• WHAT THIS TASK INVOLVES:
Work through the listing below, copying each line that carries the word "bottom".
Content starts
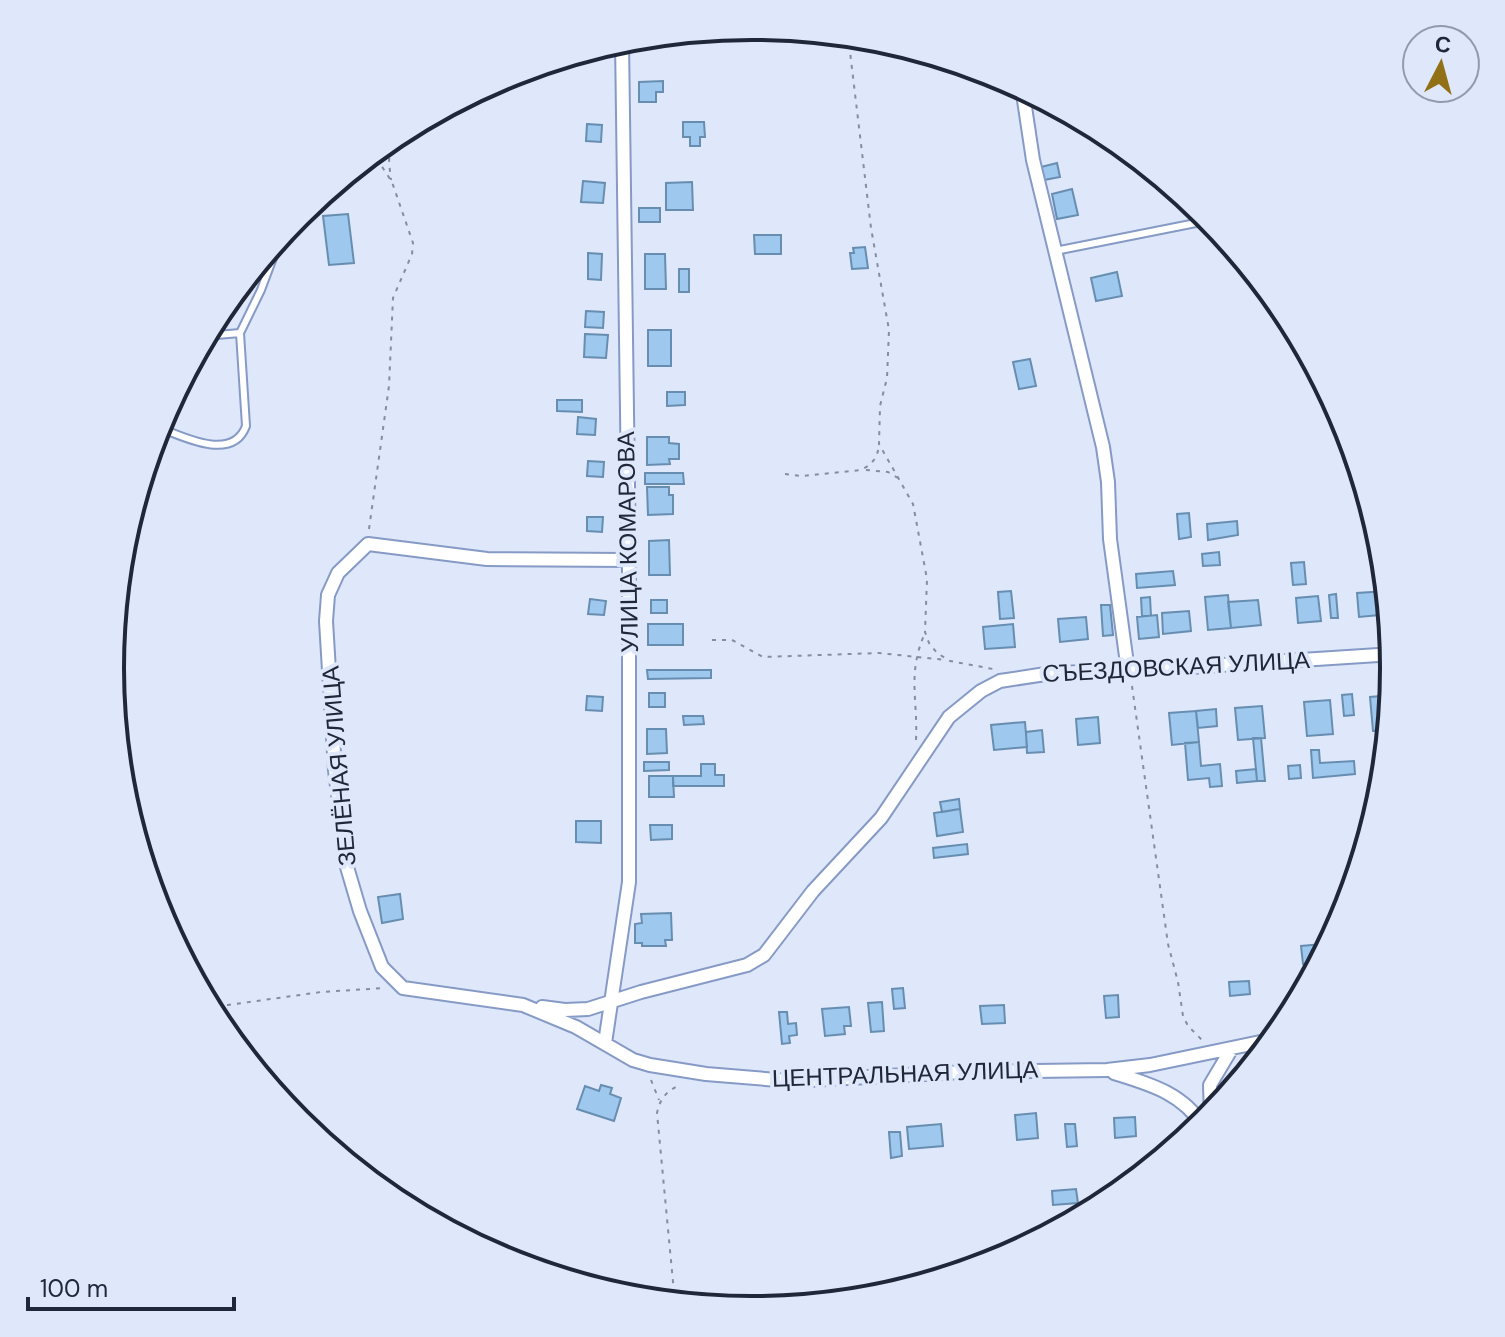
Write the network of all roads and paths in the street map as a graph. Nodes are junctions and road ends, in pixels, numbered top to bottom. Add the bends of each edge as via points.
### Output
1 (849, 48) edge
2 (622, 54) edge
3 (1024, 102) edge
4 (390, 156) edge
5 (380, 163) edge
6 (392, 182) junction
7 (1196, 223) edge
8 (1055, 251) junction
9 (270, 267) edge
10 (240, 333) junction
11 (220, 335) edge
12 (171, 431) edge
13 (879, 444) junction
14 (861, 470) junction
15 (785, 474) dead end
16 (899, 479) junction
17 (368, 544) junction
18 (629, 560) junction
19 (925, 632) junction
20 (712, 640) dead end
21 (1381, 655) edge
22 (917, 656) junction
23 (950, 661) junction
24 (996, 669) dead end
25 (1128, 671) junction
26 (916, 744) dead end
27 (403, 988) junction
28 (612, 1000) junction
29 (222, 1005) edge
30 (523, 1005) junction
31 (605, 1043) junction
32 (1257, 1043) edge
33 (1232, 1048) junction
34 (1214, 1052) junction
35 (1107, 1070) junction
36 (650, 1079) dead end
37 (682, 1084) dead end
38 (1210, 1099) edge
39 (659, 1101) junction
40 (1196, 1114) edge
41 (674, 1292) edge

1 - 13 path via 889,330
2 - 18 street, УЛИЦА КОМАРОВА
3 - 8 street
4 - 6 path
5 - 6 path
6 - 17 path via 413,243 393,298 389,386
7 - 8 lane
8 - 25 street via 1103,447
9 - 10 lane
10 - 11 lane
10 - 12 lane via 246,426 242,436 212,445
13 - 14 path via 876,458
13 - 16 path
14 - 15 path
14 - 16 path via 888,472
16 - 19 path via 921,535 928,596
17 - 18 street via 487,559
17 - 27 street, ЗЕЛЁНАЯ УЛИЦА via 338,573 328,595 335,770 347,867 360,911 382,967
18 - 28 street, УЛИЦА КОМАРОВА via 629,882
19 - 22 path
19 - 23 path via 937,653
20 - 22 path via 732,640 763,657
21 - 25 street, СЪЕЗДОВСКАЯ УЛИЦА
22 - 23 path
22 - 26 path
23 - 24 path
25 - 28 street, СЪЕЗДОВСКАЯ УЛИЦА via 1026,675 981,691 949,717 881,818 813,891 764,955 747,965
25 - 34 path via 1183,1016
27 - 29 path via 357,988
27 - 30 street, ЦЕНТРАЛЬНАЯ УЛИЦА
28 - 30 street, СЪЕЗДОВСКАЯ УЛИЦА via 588,1009
28 - 31 street, УЛИЦА КОМАРОВА
30 - 31 street, ЦЕНТРАЛЬНАЯ УЛИЦА
31 - 35 street, ЦЕНТРАЛЬНАЯ УЛИЦА via 650,1065 790,1081
32 - 33 street, ЦЕНТРАЛЬНАЯ УЛИЦА
33 - 34 street, ЦЕНТРАЛЬНАЯ УЛИЦА
33 - 38 street via 1210,1085
34 - 35 street, ЦЕНТРАЛЬНАЯ УЛИЦА
35 - 40 street via 1160,1088
36 - 39 path
37 - 39 path
39 - 41 path

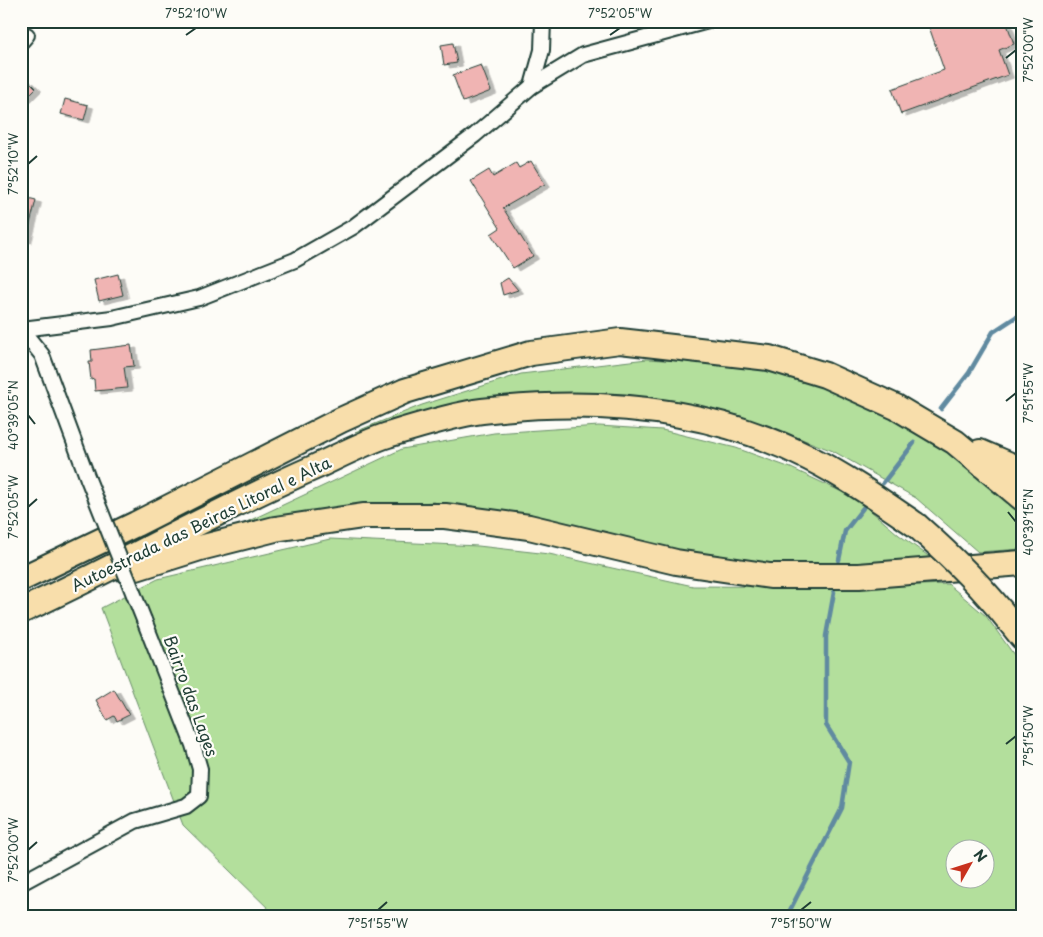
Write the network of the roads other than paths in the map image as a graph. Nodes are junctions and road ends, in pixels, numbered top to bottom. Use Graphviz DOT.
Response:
graph roads {
  1 [pos="543,21"];
  2 [pos="708,21"];
  3 [pos="532,86"];
  4 [pos="22,329"];
  5 [pos="955,442"];
  6 [pos="1022,470"];
  7 [pos="1022,498"];
  8 [pos="1022,563"];
  9 [pos="21,579"];
  10 [pos="84,582"];
  11 [pos="21,611"];
  12 [pos="1016,630"];
  13 [pos="21,883"];
  1 -- 3 [label="street"];
  2 -- 3 [label="street"];
  3 -- 4 [label="street"];
  4 -- 13 [label="street, Bairro das Lages, bridge"];
  5 -- 6 [label="highway"];
  5 -- 7 [label="highway, Autoestrada das Beiras Litoral e Alta"];
  5 -- 9 [label="highway, Autoestrada das Beiras Litoral e Alta"];
  8 -- 10 [label="highway"];
  10 -- 11 [label="highway, Autoestrada das Beiras Litoral e Alta"];
  10 -- 12 [label="highway, Autoestrada das Beiras Litoral e Alta, bridge"];
}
Content ends
• PROBLEM SOLUTION:
Write the network of all roads and paths in the street map as a graph. Nodes are junctions and road ends, in pixels, numbered top to bottom. Add the bends of each edge as via points.
Write the network of the roads other than paths in the map image as a graph. Nodes are junctions and road ends, in pixels, numbered top to bottom. Use Graphviz DOT.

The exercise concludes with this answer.